Enzyme-linked immunosorbent assay for a sEng, sFlt-1, VEGF 165, PlGF, and IL-6
After the treatment, the media removed from the cells were place in tubes. Levels of antiangiogenic (sEng, sFlt-1) and angiogenic (VEGF 165, PlGF) factors as well as the level of inflammatory cytokine IL-6 were measured in the culture media by the commercially available enzyme-linked immunosorbent assay (ELISA) kits from R&D Systems (Minneapolis, MN). For sENG, a human endoglin/CD105 quantikine ELISA kit was used. For sFLT-1, a human soluble VEGF R1/Flt-1 quantikine ELISA kit was used. For VEGF 165, a human VEGF quantikine ELISA kit was used. For PlGF, a human PlGF quantikine ELISA kit was used. For IL-6, a human IL-6 quantikine ELISA kit was used. The replicated glucose exposure experiments were performed 4 times for each factor.
Statistical methods
Data are expressed as mean ± SE. Statistical significance is assessed by analysis of variance and a Duncan’s post-hoc test for differences between glucose effects and inhibitor treatments, with P < .05 taken as significant. While interpreting the grafts, asterisks and different letters will signify a statistical significance.
Results
Hyperglycemia up-regulated p38 MAPK phosphorylation and PPAR-γ expression
Figure 2 demonstrates that the ratio of phosphorylated p38 MAPK to the nonphosphorylated p38α/β was significantly ( P < .05) up-regulated in all the CTB cell cultures treated with 495 mg/dL or more of glucose compared with basal (45 mg/dL). Intermediate levels of glucose exposure, beginning at more than 225 mg/dL, produced intermediate changes that were not different from values at either exposure to 45 mg/dL or 495 mg/dL. In addition, Figure 2 shows that PPAR-γ expression was significantly up-regulated in 135 mg/dL or more glucose-treated CTB cells compared with basal (45 mg/dL).

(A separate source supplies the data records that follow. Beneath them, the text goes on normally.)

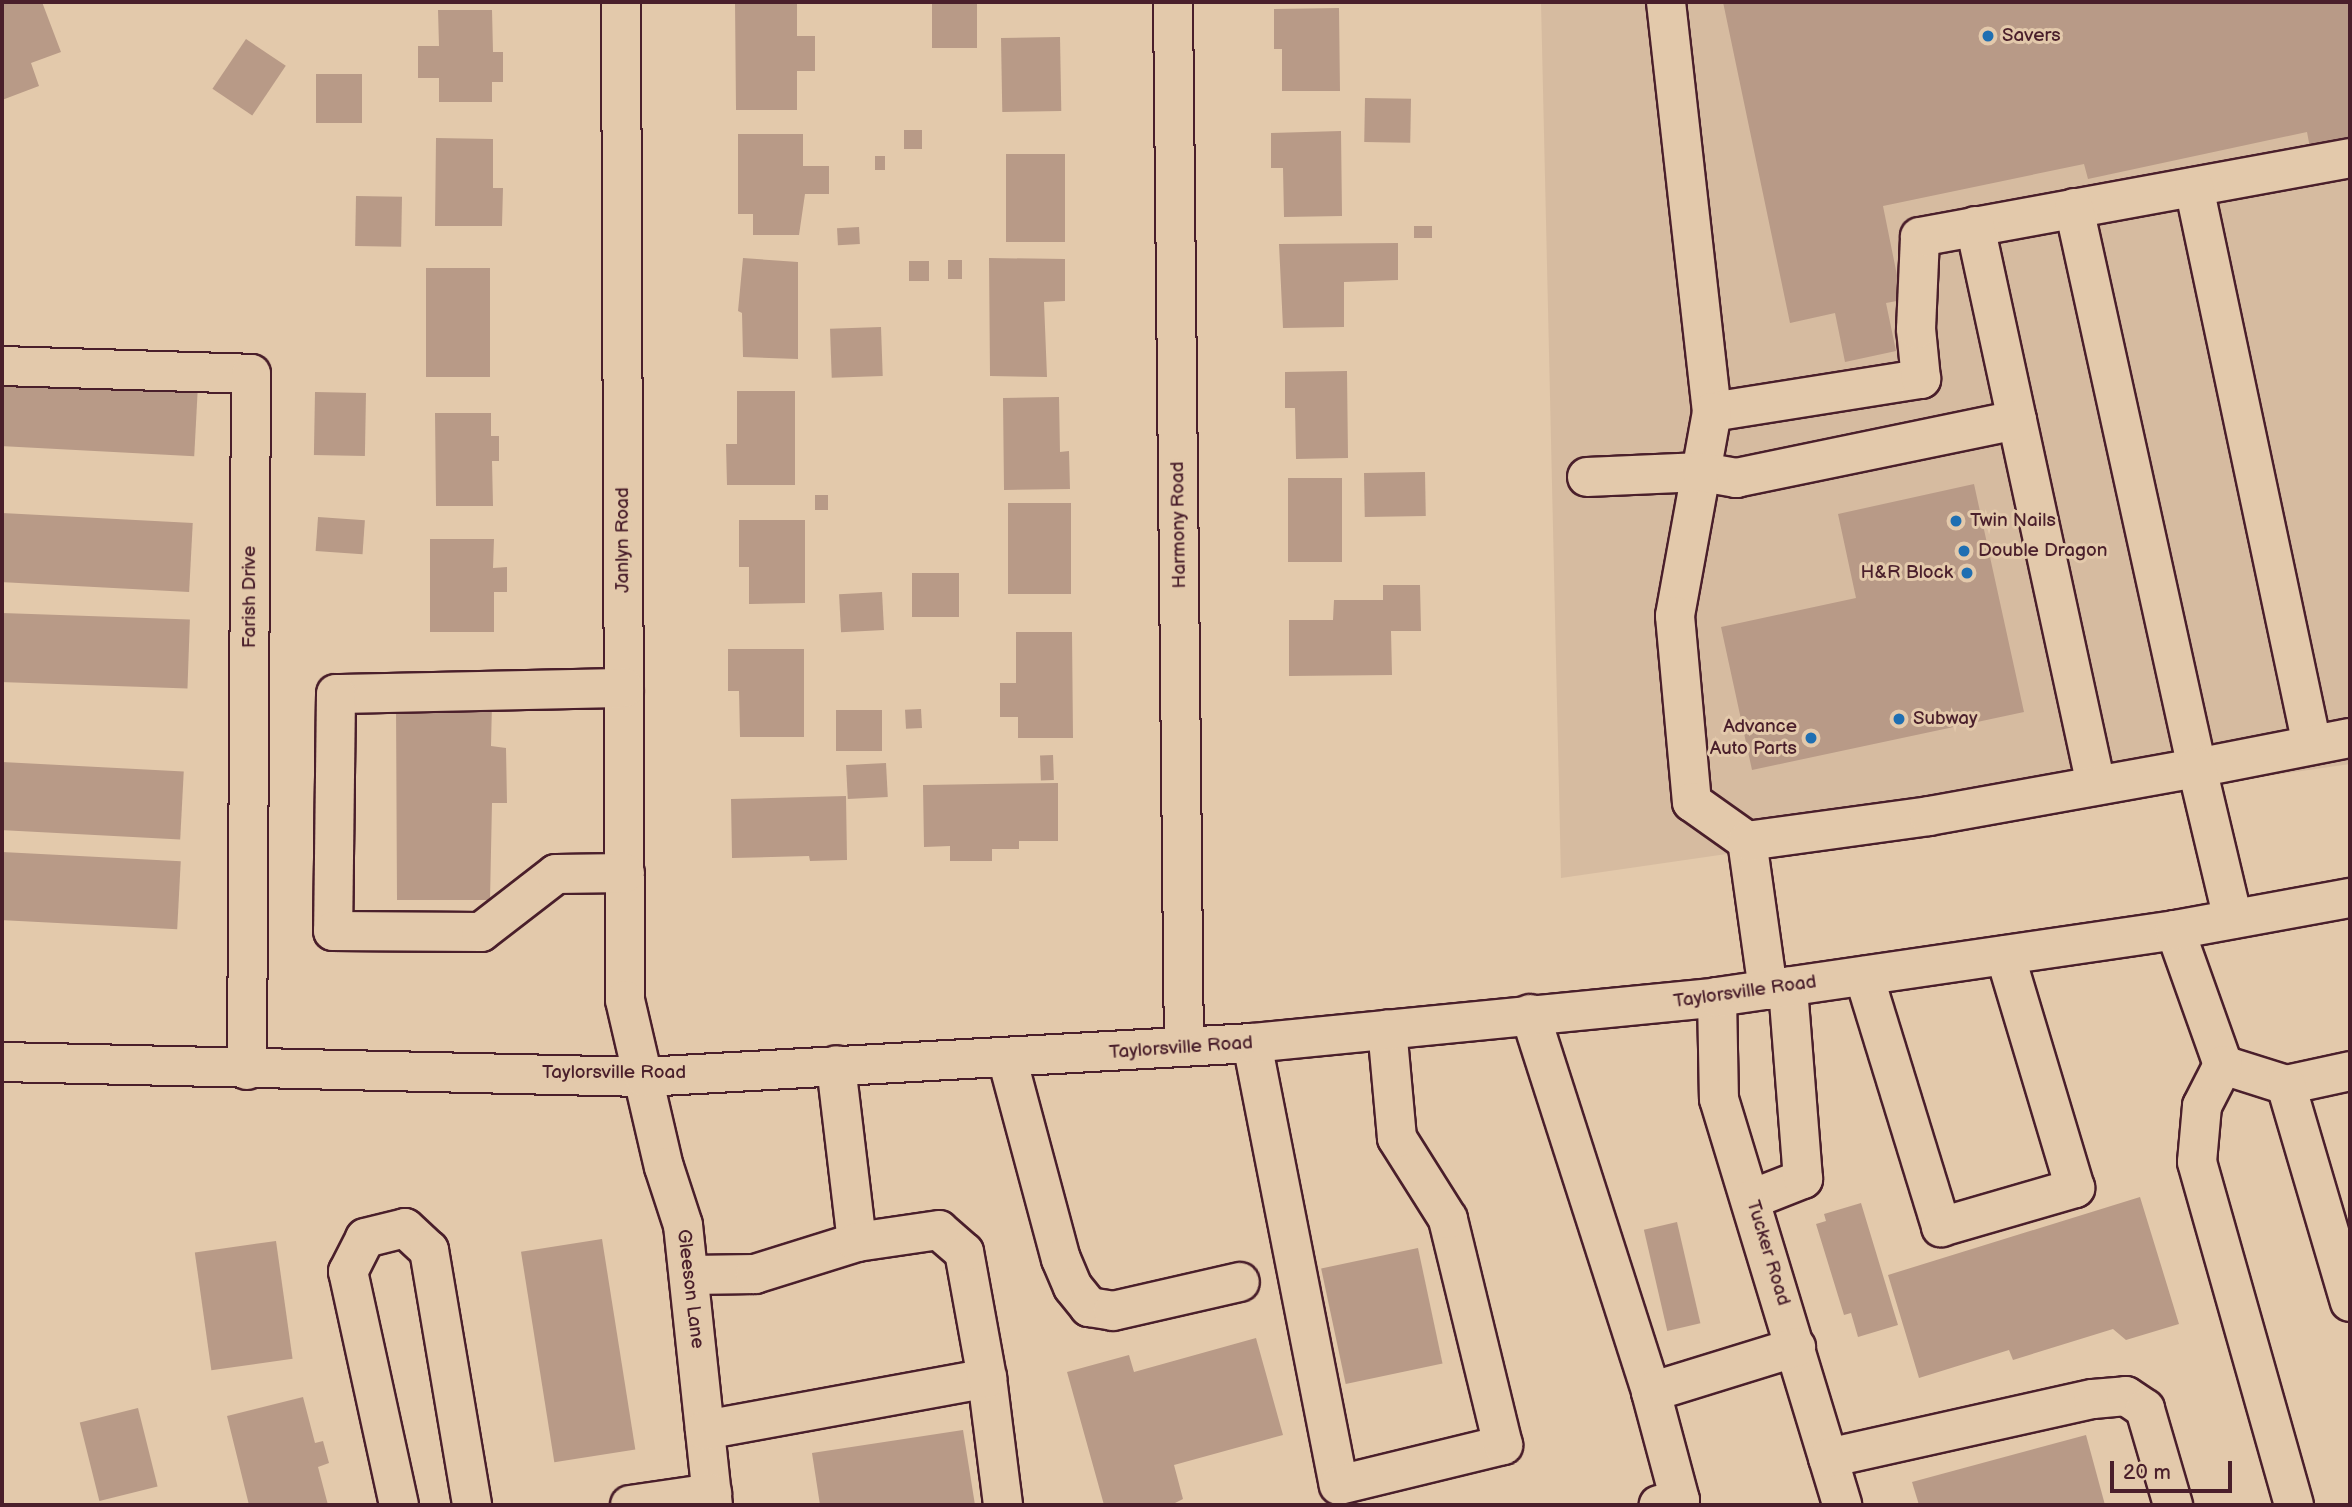 <!DOCTYPE html>
<style>
body{margin:0}
#map{position:relative;width:2352px;height:1507px;overflow:hidden;background:#e3c9ab;font-family:"Balsamiq Sans",sans-serif}
div>[style]{position:absolute}
[style*='--x']{left:calc(var(--x)*1px);top:calc(var(--y)*1px);width:calc(var(--w)*1px);rotate:calc(var(--a)*1deg)}
.built>*{inset:0;background:#d6bba0}
.building>*{inset:0;background:#b89a87;transform-origin:0 0}
.roads{filter:drop-shadow(2px 0 #4a1f2b) drop-shadow(-2px 0 #4a1f2b) drop-shadow(0 2px #4a1f2b) drop-shadow(0 -2px #4a1f2b)}
.minor>*{height:38px;margin:-19px;padding:0 19px;transform-origin:19px;border-radius:19px;background:#e3c9ab}
.major>*{height:38px;margin:-19px;padding:0 19px;transform-origin:19px;border-radius:19px;background:#e3c9ab}
.dots>*{width:19px;height:19px;translate:-50% -50%;box-sizing:border-box;border:4px solid #e3c9ab;border-radius:50%}
span{translate:-50% -50%;white-space:nowrap;text-align:center;line-height:1.15;-webkit-text-stroke:6px #e3c9ab;paint-order:stroke}
.poi-label{font-size:19px;color:#4a1f2b}
.left{translate:0 -50%;text-align:left}
.right{translate:-100% -50%;text-align:right}
.street-label{font-size:19px;color:#4a1f2b}
.frame{position:absolute;inset:0;border:4px solid #4a1f2b;pointer-events:none}
.scale{position:absolute;left:2110px;top:1461px;width:122px;height:32px;box-sizing:border-box;border:4px solid #4a1f2b;border-top:0;padding-left:9px;font-size:21px;line-height:24px;white-space:nowrap;color:#4a1f2b;-webkit-text-stroke:5px #e3c9ab;paint-order:stroke}
</style>
<div id="map">
<div class="built">
<div style="clip-path:polygon(1541px 2px,2350px 2px,2350px 764px,1561px 878px)"></div>
</div>
<div class="building">
<div style="clip-path:polygon(2px 2px,42px 2px,61px 52px,31px 63px,39px 86px,2px 100px)"></div>
<div style="clip-path:polygon(735px 2px,797px 2px,797px 36px,815px 36px,815px 71px,797px 71px,797px 110px,736px 110px)"></div>
<div style="left:932px;top:2px;width:45px;height:46px"></div>
<div style="clip-path:polygon(1723px 2px,2350px 2px,2350px 139px,2310px 148px,2307px 132px,2088px 179px,2084px 164px,1883px 206px,1902px 300px,1886px 303px,1896px 351px,1845px 362px,1835px 313px,1790px 323px)"></div>
<div style="clip-path:polygon(1339px 8px,1340px 91px,1282px 91px,1282px 49px,1274px 49px,1274px 9px)"></div>
<div style="clip-path:polygon(438px 10px,492px 10px,493px 52px,503px 52px,503px 82px,492px 82px,492px 102px,439px 102px,439px 78px,418px 78px,418px 46px,439px 46px)"></div>
<div style="left:1060px;top:37px;width:74px;height:59px;rotate:89deg"></div>
<div style="left:246px;top:39px;width:48px;height:60px;rotate:34deg"></div>
<div style="left:362px;top:74px;width:49px;height:46px;rotate:90deg"></div>
<div style="left:1365px;top:98px;width:46px;height:44px;rotate:1deg"></div>
<div style="left:922px;top:130px;width:19px;height:18px;rotate:90deg"></div>
<div style="clip-path:polygon(1341px 131px,1342px 216px,1284px 217px,1283px 168px,1271px 168px,1271px 133px)"></div>
<div style="clip-path:polygon(738px 134px,803px 134px,803px 166px,829px 166px,829px 194px,805px 194px,799px 235px,753px 235px,753px 214px,738px 214px)"></div>
<div style="clip-path:polygon(436px 138px,493px 139px,493px 188px,503px 188px,502px 226px,435px 226px)"></div>
<div style="left:1006px;top:154px;width:59px;height:88px"></div>
<div style="left:875px;top:156px;width:10px;height:14px"></div>
<div style="left:356px;top:196px;width:46px;height:50px;rotate:1deg"></div>
<div style="left:1414px;top:226px;width:18px;height:12px"></div>
<div style="left:859px;top:227px;width:17px;height:22px;rotate:87deg"></div>
<div style="clip-path:polygon(1398px 243px,1398px 280px,1344px 282px,1344px 327px,1283px 328px,1279px 244px)"></div>
<div style="clip-path:polygon(743px 258px,798px 262px,798px 359px,743px 357px,742px 313px,738px 311px)"></div>
<div style="clip-path:polygon(989px 258px,1065px 259px,1065px 301px,1044px 302px,1047px 377px,990px 376px)"></div>
<div style="left:948px;top:260px;width:14px;height:19px"></div>
<div style="left:929px;top:261px;width:20px;height:20px;rotate:90deg"></div>
<div style="left:426px;top:268px;width:64px;height:109px"></div>
<div style="left:881px;top:327px;width:49px;height:51px;rotate:88deg"></div>
<div style="clip-path:polygon(1347px 371px,1348px 458px,1296px 459px,1295px 408px,1285px 408px,1285px 372px)"></div>
<div style="left:2px;top:379px;width:196px;height:67px;rotate:3deg"></div>
<div style="clip-path:polygon(737px 391px,795px 391px,795px 485px,727px 485px,726px 444px,737px 444px)"></div>
<div style="left:315px;top:392px;width:51px;height:63px;rotate:1deg"></div>
<div style="clip-path:polygon(1059px 397px,1060px 452px,1069px 451px,1070px 489px,1004px 490px,1003px 398px)"></div>
<div style="clip-path:polygon(435px 413px,491px 413px,491px 436px,499px 436px,499px 461px,492px 461px,493px 506px,436px 506px)"></div>
<div style="left:1425px;top:472px;width:44px;height:61px;rotate:89deg"></div>
<div style="left:1288px;top:478px;width:54px;height:84px"></div>
<div style="clip-path:polygon(1974px 484px,2024px 712px,1752px 770px,1721px 627px,1856px 598px,1838px 514px)"></div>
<div style="left:815px;top:495px;width:13px;height:15px"></div>
<div style="left:1008px;top:503px;width:63px;height:91px"></div>
<div style="left:2px;top:513px;width:191px;height:69px;rotate:3deg"></div>
<div style="left:318px;top:517px;width:47px;height:34px;rotate:4deg"></div>
<div style="clip-path:polygon(739px 520px,805px 520px,805px 603px,749px 604px,749px 567px,739px 567px)"></div>
<div style="clip-path:polygon(430px 539px,494px 539px,493px 568px,507px 567px,507px 592px,494px 592px,494px 632px,430px 632px)"></div>
<div style="left:912px;top:573px;width:47px;height:44px"></div>
<div style="clip-path:polygon(1383px 585px,1420px 585px,1421px 631px,1391px 631px,1392px 675px,1289px 676px,1289px 620px,1333px 620px,1334px 600px,1383px 600px)"></div>
<div style="left:882px;top:592px;width:38px;height:43px;rotate:87deg"></div>
<div style="left:2px;top:613px;width:188px;height:69px;rotate:2deg"></div>
<div style="clip-path:polygon(1016px 632px,1072px 632px,1073px 738px,1018px 738px,1018px 717px,1000px 717px,1000px 683px,1016px 683px)"></div>
<div style="clip-path:polygon(728px 649px,804px 649px,804px 737px,740px 737px,739px 691px,728px 691px)"></div>
<div style="clip-path:polygon(492px 703px,491px 746px,506px 748px,507px 803px,492px 803px,490px 900px,397px 900px,396px 705px)"></div>
<div style="left:921px;top:709px;width:19px;height:16px;rotate:87deg"></div>
<div style="left:836px;top:710px;width:46px;height:41px"></div>
<div style="left:1053px;top:755px;width:25px;height:13px;rotate:88deg"></div>
<div style="left:2px;top:762px;width:182px;height:68px;rotate:3deg"></div>
<div style="left:886px;top:763px;width:34px;height:40px;rotate:87deg"></div>
<div style="clip-path:polygon(1058px 783px,1058px 841px,1019px 841px,1019px 849px,992px 849px,992px 861px,950px 861px,950px 846px,924px 847px,923px 785px)"></div>
<div style="clip-path:polygon(846px 796px,847px 860px,810px 861px,809px 856px,732px 858px,731px 799px)"></div>
<div style="left:2px;top:852px;width:179px;height:68px;rotate:3deg"></div>
<div style="clip-path:polygon(2140px 1197px,2179px 1324px,2126px 1340px,2113px 1329px,2013px 1360px,2009px 1350px,1919px 1378px,1888px 1275px)"></div>
<div style="clip-path:polygon(1861px 1203px,1898px 1325px,1858px 1337px,1851px 1313px,1844px 1315px,1816px 1224px,1826px 1221px,1824px 1214px)"></div>
<div style="left:1677px;top:1222px;width:104px;height:34px;rotate:77deg"></div>
<div style="left:602px;top:1239px;width:213px;height:82px;rotate:81deg"></div>
<div style="left:276px;top:1241px;width:119px;height:82px;rotate:82deg"></div>
<div style="left:1418px;top:1248px;width:118px;height:99px;rotate:78deg"></div>
<div style="clip-path:polygon(1256px 1338px,1283px 1435px,1174px 1465px,1183px 1499px,1171px 1505px,1104px 1505px,1067px 1372px,1129px 1355px,1134px 1372px)"></div>
<div style="clip-path:polygon(303px 1397px,315px 1443px,323px 1441px,329px 1463px,318px 1467px,328px 1505px,249px 1505px,227px 1416px)"></div>
<div style="left:138px;top:1408px;width:81px;height:60px;rotate:76deg"></div>
<div style="clip-path:polygon(963px 1430px,975px 1505px,820px 1505px,812px 1453px)"></div>
<div style="clip-path:polygon(2086px 1435px,2105px 1505px,1919px 1505px,1912px 1482px)"></div>
</div>
<div class="roads">
<div class="minor">
<div style="--x:621;--y:2;--w:998;--a:89.77"></div>
<div style="--x:625;--y:1000;--w:171;--a:76.9"></div>
<div style="--x:664;--y:1167;--w:61;--a:71.9"></div>
<div style="--x:683;--y:1225;--w:282;--a:83.9"></div>
<div style="--x:1173;--y:2;--w:1045;--a:89.4"></div>
<div style="--x:1666;--y:2;--w:413;--a:83.6"></div>
<div style="--x:1712;--y:412;--w:212;--a:-9"></div>
<div style="--x:1921;--y:379;--w:50;--a:-95.7"></div>
<div style="--x:1916;--y:329;--w:92;--a:-87.5"></div>
<div style="--x:1920;--y:237;--w:437;--a:-10.4"></div>
<div style="--x:2194;--y:187;--w:570;--a:78.06"></div>
<div style="--x:2074;--y:208;--w:573;--a:77.61"></div>
<div style="--x:2197;--y:768;--w:156;--a:-11.1"></div>
<div style="--x:1975;--y:226;--w:572;--a:77.79"></div>
<div style="--x:2;--y:366;--w:249;--a:1.8"></div>
<div style="--x:251;--y:374;--w:696;--a:90.33"></div>
<div style="--x:1712;--y:412;--w:207;--a:100.3"></div>
<div style="--x:1675;--y:616;--w:187;--a:84.8"></div>
<div style="--x:1692;--y:802;--w:67;--a:35.3"></div>
<div style="--x:1587;--y:477;--w:115;--a:-2.5"></div>
<div style="--x:1702;--y:472;--w:35;--a:10"></div>
<div style="--x:1736;--y:478;--w:287;--a:-11.7"></div>
<div style="--x:624;--y:688;--w:288;--a:178.8"></div>
<div style="--x:336;--y:694;--w:237;--a:90.7"></div>
<div style="--x:333;--y:931;--w:148;--a:0.4"></div>
<div style="--x:481;--y:932;--w:95;--a:-37.7"></div>
<div style="--x:556;--y:874;--w:69;--a:-0.8"></div>
<div style="--x:2175;--y:930;--w:143;--a:70.4"></div>
<div style="--x:2223;--y:1065;--w:66;--a:17.6"></div>
<div style="--x:2286;--y:1085;--w:66;--a:-12.3"></div>
<div style="--x:1864;--y:976;--w:263;--a:72.9"></div>
<div style="--x:1941;--y:1227;--w:140;--a:-16.2"></div>
<div style="--x:2075;--y:1188;--w:243;--a:-106.7"></div>
<div style="--x:1768;--y:990;--w:150;--a:-98"></div>
<div style="--x:1747;--y:841;--w:184;--a:-7.8"></div>
<div style="--x:1929;--y:816;--w:272;--a:-10.2"></div>
<div style="--x:2197;--y:768;--w:155;--a:76.6"></div>
<div style="--x:1717;--y:997;--w:102;--a:88.9"></div>
<div style="--x:1719;--y:1099;--w:424;--a:73.1"></div>
<div style="--x:1530;--y:1014;--w:397;--a:72.2"></div>
<div style="--x:1651;--y:1392;--w:112;--a:75"></div>
<div style="--x:1680;--y:1500;--w:22;--a:167"></div>
<div style="--x:1252;--y:1043;--w:450;--a:78.9"></div>
<div style="--x:1339;--y:1485;--w:169;--a:-13.7"></div>
<div style="--x:1503;--y:1445;--w:233;--a:-103.7"></div>
<div style="--x:1448;--y:1219;--w:96;--a:-122.2"></div>
<div style="--x:1397;--y:1138;--w:109;--a:-95.2"></div>
<div style="--x:1007;--y:1058;--w:208;--a:75"></div>
<div style="--x:1061;--y:1259;--w:30;--a:67"></div>
<div style="--x:1073;--y:1287;--w:26;--a:51"></div>
<div style="--x:1089;--y:1307;--w:24;--a:9"></div>
<div style="--x:1113;--y:1311;--w:130;--a:-12.9"></div>
<div style="--x:2223;--y:1065;--w:46;--a:117.1"></div>
<div style="--x:2202;--y:1106;--w:56;--a:95.1"></div>
<div style="--x:2197;--y:1162;--w:356;--a:74.2"></div>
<div style="--x:2286;--y:1085;--w:226;--a:73.6"></div>
<div style="--x:1752;--y:1199;--w:55;--a:-21.4"></div>
<div style="--x:1803;--y:1179;--w:193;--a:-94.5"></div>
<div style="--x:691;--y:1275;--w:64;--a:-0.9"></div>
<div style="--x:755;--y:1274;--w:107;--a:-17.4"></div>
<div style="--x:857;--y:1242;--w:178;--a:-96.8"></div>
<div style="--x:987;--y:1378;--w:128;--a:82.8"></div>
<div style="--x:1651;--y:1392;--w:152;--a:-17.2"></div>
<div style="--x:705;--y:1430;--w:287;--a:-10.4"></div>
<div style="--x:987;--y:1378;--w:128;--a:-100.3"></div>
<div style="--x:964;--y:1252;--w:33;--a:-139"></div>
<div style="--x:939;--y:1230;--w:83;--a:171.7"></div>
<div style="--x:1828;--y:1458;--w:271;--a:-12.6"></div>
<div style="--x:2093;--y:1399;--w:33;--a:-5"></div>
<div style="--x:2126;--y:1396;--w:23;--a:34"></div>
<div style="--x:2145;--y:1409;--w:100;--a:73.7"></div>
<div style="--x:399;--y:1505;--w:239;--a:-102.3"></div>
<div style="--x:348;--y:1272;--w:38;--a:-63"></div>
<div style="--x:365;--y:1238;--w:41;--a:-14"></div>
<div style="--x:405;--y:1228;--w:33;--a:43"></div>
<div style="--x:429;--y:1250;--w:259;--a:80.4"></div>
<div style="--x:630;--y:1505;--w:83;--a:-8.3"></div>
</div>
<div class="major">
<div style="--x:2;--y:1062;--w:642;--a:1.34"></div>
<div style="--x:644;--y:1077;--w:609;--a:-3.2"></div>
<div style="--x:1252;--y:1043;--w:467;--a:-5.6"></div>
<div style="--x:1717;--y:997;--w:463;--a:-8.3"></div>
<div style="--x:2175;--y:930;--w:178;--a:-10.4"></div>
</div>
</div>
<div class="dots">
<div style="left:1988px;top:36px;background:#1f6fb2"></div>
<div style="left:1956px;top:521px;background:#1f6fb2"></div>
<div style="left:1964px;top:551px;background:#1f6fb2"></div>
<div style="left:1967px;top:573px;background:#1f6fb2"></div>
<div style="left:1899px;top:719px;background:#1f6fb2"></div>
<div style="left:1811px;top:738px;background:#1f6fb2"></div>
</div>
<div class="poi-label">
<span class="left" style="left:2002px;top:36px">Savers</span>
<span class="left" style="left:1970px;top:521px">Twin Nails</span>
<span class="left" style="left:1978px;top:551px">Double Dragon</span>
<span class="right" style="left:1953px;top:573px">H&amp;R Block</span>
<span class="left" style="left:1913px;top:719px">Subway</span>
<span class="right" style="left:1797px;top:738px">Advance<br>Auto Parts</span>
</div>
<div class="street-label">
<span style="left:1179px;top:525px;rotate:-91deg">Harmony Road</span>
<span style="left:623px;top:540px;rotate:-90deg">Janlyn Road</span>
<span style="left:250px;top:597px;rotate:-90deg">Farish Drive</span>
<span style="left:1745px;top:992px;rotate:-8deg">Taylorsville Road</span>
<span style="left:1181px;top:1048px;rotate:-4deg">Taylorsville Road</span>
<span style="left:614px;top:1073px">Taylorsville Road</span>
<span style="left:1768px;top:1253px;rotate:73deg">Tucker Road</span>
<span style="left:690px;top:1289px;rotate:83deg">Gleeson Lane</span>
</div>
<div class="frame"></div>
<div class="scale">20 m</div>
</div>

Hyperglycemia down-regulated uPA protein and mRNA expression
Graphs in Figure 3 show that uPA protein and mRNA levels in CTB cells are altered by increasing concentrations of glucose in the culture medium. Glucose levels of 225 mg/dL or greater decreased uPA protein expression compared with basal glucose at 45 mg/dL. However, this decrease was seen at a lower level of 135 mg/dL in uPA mRNA levels. Pretreatment with either a p38 inhibitor or rosiglitazone attenuated these changes.